Keiner dieser Gegenstände wurde zum Standard, weil plötzlich alle Gäste exakt dasselbe verlangten. Hotels entwickelten sich gemeinsam mit dem Verhalten ihrer Gäste, neuen Technologien und veränderten Erwartungen weiter. Manche Ergänzungen verschwanden wieder. Andere erwiesen sich als so nützlich, dass es irgendwann ungewöhnlicher wurde, sie nicht anzubieten.
Das bedeutet nicht, dass Hotelzimmer immer mehr Dinge ansammeln sollten. Im Gegenteil: Ein gut gestaltetes Hotelzimmer ist eine bewusste Auswahl. Jeder Gegenstand muss den Platz rechtfertigen, den er einnimmt – ebenso wie den operativen Aufwand im Hintergrund und seine Rolle innerhalb des gesamten Gästeerlebnisses.
Gleichzeitig ist die Ausstattung eines Hotelzimmers niemals endgültig. Sie spiegelt wider, welche Bedürfnisse ein Hotel für vorhersehbar genug hält, um ihnen zuvorzukommen, bevor ein Gast danach fragt.
Vom Extra zur Selbstverständlichkeit
Der Übergang vom optionalen Extra zum erwarteten Standard verläuft meist leise. Es gibt selten einen Moment, in dem die gesamte Branche gemeinsam beschließt, dass etwas von nun an in jedes Hotelzimmer gehört. Einzelne Hotels führen es ein. Andere folgen. Gäste gewöhnen sich daran. Mit der Zeit verliert das Angebot seinen besonderen Charakter – und sein Fehlen beginnt aufzufallen.
Dieser Wandel ist relevant, weil er die Art des Service verändert. Ein Haartrockner, der an der Rezeption bereitliegt, und ein fest im Gästebad platzierter Haartrockner lösen technisch dasselbe Problem. Sie schaffen jedoch nicht dasselbe Erlebnis. Die eine Lösung setzt eine Nachfrage voraus. Die andere erkennt den Bedarf im Voraus und stellt die Lösung bereit, ohne dass ein Gespräch nötig ist.

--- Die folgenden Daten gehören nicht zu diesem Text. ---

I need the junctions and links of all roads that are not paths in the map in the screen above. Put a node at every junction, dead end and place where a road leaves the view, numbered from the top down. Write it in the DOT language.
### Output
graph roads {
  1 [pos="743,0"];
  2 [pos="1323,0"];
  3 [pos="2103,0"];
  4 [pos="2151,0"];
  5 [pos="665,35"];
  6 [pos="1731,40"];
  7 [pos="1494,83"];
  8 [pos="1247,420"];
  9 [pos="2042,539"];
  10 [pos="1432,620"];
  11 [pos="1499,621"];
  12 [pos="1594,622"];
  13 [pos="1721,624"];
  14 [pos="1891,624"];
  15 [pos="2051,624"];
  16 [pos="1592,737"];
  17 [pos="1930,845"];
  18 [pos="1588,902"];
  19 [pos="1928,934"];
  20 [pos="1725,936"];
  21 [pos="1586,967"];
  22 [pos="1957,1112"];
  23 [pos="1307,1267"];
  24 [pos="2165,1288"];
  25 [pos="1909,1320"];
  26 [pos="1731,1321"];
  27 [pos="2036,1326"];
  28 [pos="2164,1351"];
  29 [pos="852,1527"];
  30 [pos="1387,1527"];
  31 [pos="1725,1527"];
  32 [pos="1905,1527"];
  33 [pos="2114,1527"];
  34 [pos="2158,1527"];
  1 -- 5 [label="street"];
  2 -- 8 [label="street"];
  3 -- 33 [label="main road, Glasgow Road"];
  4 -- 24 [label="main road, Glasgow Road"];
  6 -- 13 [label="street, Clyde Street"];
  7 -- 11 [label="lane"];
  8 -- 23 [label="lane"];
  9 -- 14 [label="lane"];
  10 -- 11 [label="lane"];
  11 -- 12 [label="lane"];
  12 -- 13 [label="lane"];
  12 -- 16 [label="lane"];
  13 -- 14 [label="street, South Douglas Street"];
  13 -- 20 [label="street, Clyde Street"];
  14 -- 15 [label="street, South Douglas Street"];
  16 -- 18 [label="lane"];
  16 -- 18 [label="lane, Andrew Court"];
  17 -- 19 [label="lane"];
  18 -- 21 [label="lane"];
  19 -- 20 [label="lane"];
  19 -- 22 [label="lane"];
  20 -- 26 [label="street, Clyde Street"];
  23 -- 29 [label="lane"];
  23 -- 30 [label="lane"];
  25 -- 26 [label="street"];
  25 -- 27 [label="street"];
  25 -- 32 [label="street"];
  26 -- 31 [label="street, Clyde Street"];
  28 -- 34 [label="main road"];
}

Keine dieser Formen ist automatisch für jede Annehmlichkeit die richtige. Entscheidend ist, welche Bedürfnisse auf welche Weise beantwortet werden sollten.
Was gehört als Nächstes ins Zimmer?
Feminine Care befindet sich häufig noch auf der Seite der Dinge, nach denen gefragt werden muss. Binden und Tampons sind möglicherweise irgendwo im Hotel verfügbar, werden aber nur selten so selbstverständlich als Teil des Gästebads betrachtet wie Shampoo, Kosmetiktücher oder ein Haartrockner.
Das zugrunde liegende Bedürfnis ist nicht neu. Was sich verändert, ist möglicherweise die Einschätzung, wo die Lösung hingehört.
So entwickeln sich Hotelstandards: nicht indem immer mehr hinzugefügt wird, sondern indem gelegentlich etwas neu bewertet wird, das lange auf dieselbe Weise gehandhabt wurde. Der Haartrockner erscheint uns heute selbstverständlich, weil die Frage, ob er ins Zimmer gehört, längst nicht mehr gestellt wird.
Die interessantere Frage ist, welche der heutigen optionalen Extras im Rückblick einmal genauso selbstverständlich erscheinen werden.